Section of Cardiac Electrophysiology, Division of Cardiovascular Medicine, University of Utah Health Sciences Center, 30 North 1900 East, Room 4A-100 SOM, Salt Lake City, UT 84132, USA.

出版信息

Card Electrophysiol Clin. 2016 Mar;8(1):61-5. doi: 10.1016/j.ccep.2015.10.005. Epub 2016 Jan 8.

Abstract

Junctional tachycardia (JT) is rare cause of supraventricular tachycardia.

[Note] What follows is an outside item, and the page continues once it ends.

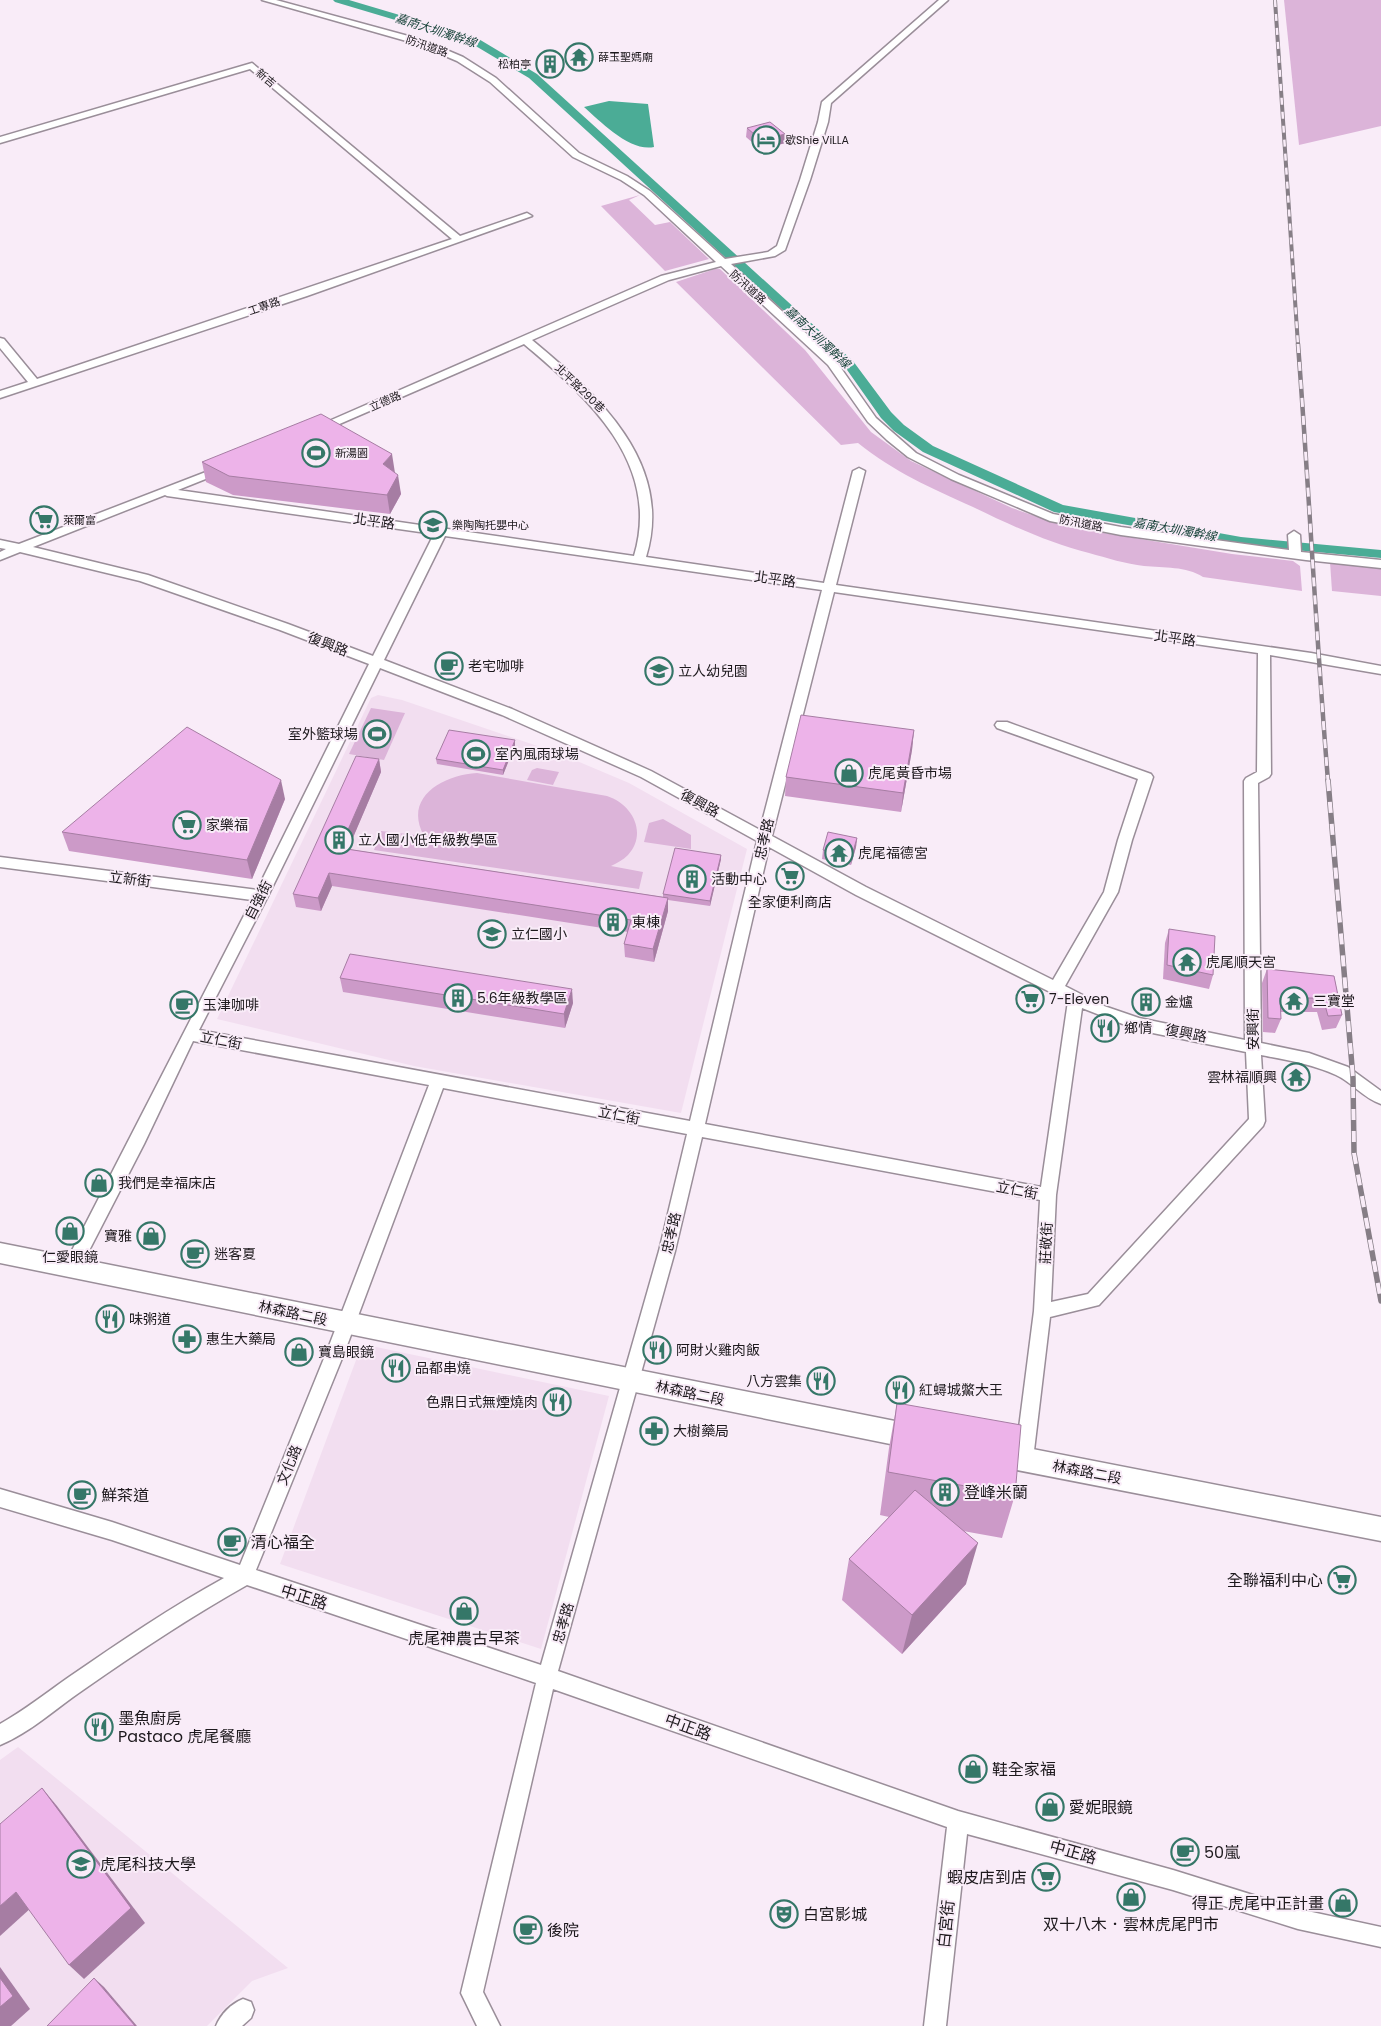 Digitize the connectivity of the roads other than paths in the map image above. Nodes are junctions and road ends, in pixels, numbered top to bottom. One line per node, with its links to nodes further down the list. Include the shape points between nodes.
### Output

The intracardiac activation sequence is similar to atrioventricular nodal reentrant tachycardia (AVNRT). Premature atrial contractions inserted during tachycardia can help distinguish JT from AVNRT. As noted in this case, slow pathway ablation for JT may not always be effective for termination of JT. Activation mapping during JT identified a low-amplitude potential in the region of the coronary sinus ostium and the inferior margin of the triangle of Koch that marked the successful ablation site for JT.

摘要

交界性心动过速(JT)是室上性心动过速的罕见病因。心内激动顺序与房室结折返性心动过速(AVNRT)相似。心动过速期间插入的房性早搏有助于鉴别JT与AVNRT。如本病例所示,JT的慢径消融术不一定总能有效终止JT。JT期间的激动标测在冠状窦口区域和Koch三角下缘发现了一个低振幅电位,该电位标志着JT的成功消融部位。